Several people submitted "overlook" and "oversight", which are fine
examples of this phenomenon in English (though I think that
Mary Neff's "outgoing : retiring" is perhaps the most elegant
submission to date.)  Perhaps my current work on the various shades of
meaning in English prepositions has biased me, but in any case I think
that the difference in the various senses of "oversight" and "overlook"

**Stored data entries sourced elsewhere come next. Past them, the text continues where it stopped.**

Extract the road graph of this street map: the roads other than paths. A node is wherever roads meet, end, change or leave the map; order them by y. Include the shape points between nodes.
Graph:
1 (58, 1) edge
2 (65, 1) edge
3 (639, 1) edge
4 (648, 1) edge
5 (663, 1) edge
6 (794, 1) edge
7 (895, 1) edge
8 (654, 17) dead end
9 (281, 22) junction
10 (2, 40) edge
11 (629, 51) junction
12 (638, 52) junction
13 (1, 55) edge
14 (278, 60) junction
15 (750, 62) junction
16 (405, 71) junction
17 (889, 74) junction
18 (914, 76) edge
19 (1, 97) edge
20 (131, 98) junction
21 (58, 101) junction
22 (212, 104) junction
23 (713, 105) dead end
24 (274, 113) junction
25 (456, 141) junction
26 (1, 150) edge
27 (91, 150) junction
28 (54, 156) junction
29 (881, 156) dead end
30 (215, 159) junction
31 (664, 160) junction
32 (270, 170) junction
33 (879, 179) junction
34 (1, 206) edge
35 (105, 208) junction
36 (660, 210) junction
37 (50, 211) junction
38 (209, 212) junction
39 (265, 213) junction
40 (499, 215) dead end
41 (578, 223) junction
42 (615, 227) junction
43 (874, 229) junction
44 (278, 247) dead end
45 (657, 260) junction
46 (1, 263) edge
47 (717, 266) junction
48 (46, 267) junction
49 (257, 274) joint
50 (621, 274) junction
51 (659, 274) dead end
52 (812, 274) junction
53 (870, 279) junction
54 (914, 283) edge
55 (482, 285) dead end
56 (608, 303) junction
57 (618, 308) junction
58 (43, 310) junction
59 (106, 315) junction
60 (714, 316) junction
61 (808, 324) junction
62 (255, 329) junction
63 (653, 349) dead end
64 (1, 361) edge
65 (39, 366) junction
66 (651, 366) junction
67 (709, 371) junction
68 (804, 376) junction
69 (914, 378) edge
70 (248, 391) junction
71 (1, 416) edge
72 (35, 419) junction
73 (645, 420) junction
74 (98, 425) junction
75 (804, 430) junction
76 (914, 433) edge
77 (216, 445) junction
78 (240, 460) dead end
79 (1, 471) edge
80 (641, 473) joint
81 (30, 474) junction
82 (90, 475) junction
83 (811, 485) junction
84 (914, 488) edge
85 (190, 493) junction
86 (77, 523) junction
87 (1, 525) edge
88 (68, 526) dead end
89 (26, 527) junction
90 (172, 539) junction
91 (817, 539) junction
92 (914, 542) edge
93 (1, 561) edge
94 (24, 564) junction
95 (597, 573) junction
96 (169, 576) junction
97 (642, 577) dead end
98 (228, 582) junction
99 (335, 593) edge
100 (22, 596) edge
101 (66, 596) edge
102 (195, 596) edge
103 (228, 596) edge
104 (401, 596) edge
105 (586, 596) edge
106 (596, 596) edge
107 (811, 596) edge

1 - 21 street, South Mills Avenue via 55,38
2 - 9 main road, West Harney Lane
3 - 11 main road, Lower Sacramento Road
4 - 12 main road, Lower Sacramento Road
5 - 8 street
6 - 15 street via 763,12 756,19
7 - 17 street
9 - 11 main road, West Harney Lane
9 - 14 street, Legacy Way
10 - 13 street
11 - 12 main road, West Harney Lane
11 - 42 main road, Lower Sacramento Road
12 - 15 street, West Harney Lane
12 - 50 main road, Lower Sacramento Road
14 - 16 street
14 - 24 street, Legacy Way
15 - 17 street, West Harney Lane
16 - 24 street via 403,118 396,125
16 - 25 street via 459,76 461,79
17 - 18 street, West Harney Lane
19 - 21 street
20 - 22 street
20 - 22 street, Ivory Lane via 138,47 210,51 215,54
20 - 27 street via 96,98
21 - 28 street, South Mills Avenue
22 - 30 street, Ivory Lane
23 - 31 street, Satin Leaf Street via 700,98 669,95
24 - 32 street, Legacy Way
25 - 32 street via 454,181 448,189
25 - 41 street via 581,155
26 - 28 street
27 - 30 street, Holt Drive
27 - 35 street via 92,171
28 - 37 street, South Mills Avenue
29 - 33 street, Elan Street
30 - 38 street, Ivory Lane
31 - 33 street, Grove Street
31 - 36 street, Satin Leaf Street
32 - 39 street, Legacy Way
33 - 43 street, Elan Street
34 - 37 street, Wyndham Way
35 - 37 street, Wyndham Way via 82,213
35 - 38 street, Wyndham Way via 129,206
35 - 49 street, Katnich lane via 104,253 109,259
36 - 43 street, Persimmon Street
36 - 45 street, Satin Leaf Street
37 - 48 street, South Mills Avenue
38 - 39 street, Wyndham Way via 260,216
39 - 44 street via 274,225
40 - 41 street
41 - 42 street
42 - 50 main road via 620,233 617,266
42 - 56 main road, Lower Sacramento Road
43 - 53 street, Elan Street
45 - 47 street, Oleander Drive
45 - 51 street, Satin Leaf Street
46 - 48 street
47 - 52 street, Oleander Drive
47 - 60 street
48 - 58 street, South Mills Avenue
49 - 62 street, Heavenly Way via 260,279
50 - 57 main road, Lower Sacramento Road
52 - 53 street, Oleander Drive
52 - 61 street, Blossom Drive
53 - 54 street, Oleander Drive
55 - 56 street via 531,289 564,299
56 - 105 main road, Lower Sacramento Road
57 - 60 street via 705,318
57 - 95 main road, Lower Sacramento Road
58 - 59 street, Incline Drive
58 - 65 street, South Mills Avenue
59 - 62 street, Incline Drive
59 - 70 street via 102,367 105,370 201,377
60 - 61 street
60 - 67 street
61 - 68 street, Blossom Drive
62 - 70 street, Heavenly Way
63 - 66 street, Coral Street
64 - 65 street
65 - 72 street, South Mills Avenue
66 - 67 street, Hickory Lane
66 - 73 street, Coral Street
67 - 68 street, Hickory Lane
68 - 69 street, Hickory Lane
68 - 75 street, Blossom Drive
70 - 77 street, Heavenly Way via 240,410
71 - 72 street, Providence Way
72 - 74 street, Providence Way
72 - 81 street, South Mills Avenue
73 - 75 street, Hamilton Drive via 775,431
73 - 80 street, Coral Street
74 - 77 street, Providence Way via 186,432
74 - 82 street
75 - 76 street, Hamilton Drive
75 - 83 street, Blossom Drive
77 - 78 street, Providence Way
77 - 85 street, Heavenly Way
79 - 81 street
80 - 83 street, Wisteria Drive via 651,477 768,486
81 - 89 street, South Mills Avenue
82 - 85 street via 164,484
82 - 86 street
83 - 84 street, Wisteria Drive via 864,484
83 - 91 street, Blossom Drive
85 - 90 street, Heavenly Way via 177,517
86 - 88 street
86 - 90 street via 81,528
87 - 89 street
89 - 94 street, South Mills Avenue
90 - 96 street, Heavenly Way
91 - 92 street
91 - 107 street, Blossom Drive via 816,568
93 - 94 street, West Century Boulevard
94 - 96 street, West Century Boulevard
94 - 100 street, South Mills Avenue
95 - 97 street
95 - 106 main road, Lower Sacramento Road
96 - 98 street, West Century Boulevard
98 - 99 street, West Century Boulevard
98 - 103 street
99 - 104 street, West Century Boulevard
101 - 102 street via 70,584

stems largely from their compounding with "over-".  "over" is sneaky;
at first glance it seems to be fairly limited in expressive power, but
deeper analysis reveals that in it lurk a number of distinctions of
meaning, some of them quite subtle indeed.  In addition to nuances of
physical location, "over" can indicate power relationships (both
outright force, and more subtle authority), value judgements, and
the general notion of (metaphorically) moving on to another thing,
as in "get over it" and "skip over".  So my analysis of "oversight" and
"overlook" would be that in one sense, "over" takes on the meaning of
authority-over, and in the other sense it takes on the meaning of
skipping-over.
 
Perhaps a similar argument could be make for the "sight/see/look" part
of the compound?  For instance, useages such as "see to it" "look to
your own interest" seem to carry some of this "authority" meaning.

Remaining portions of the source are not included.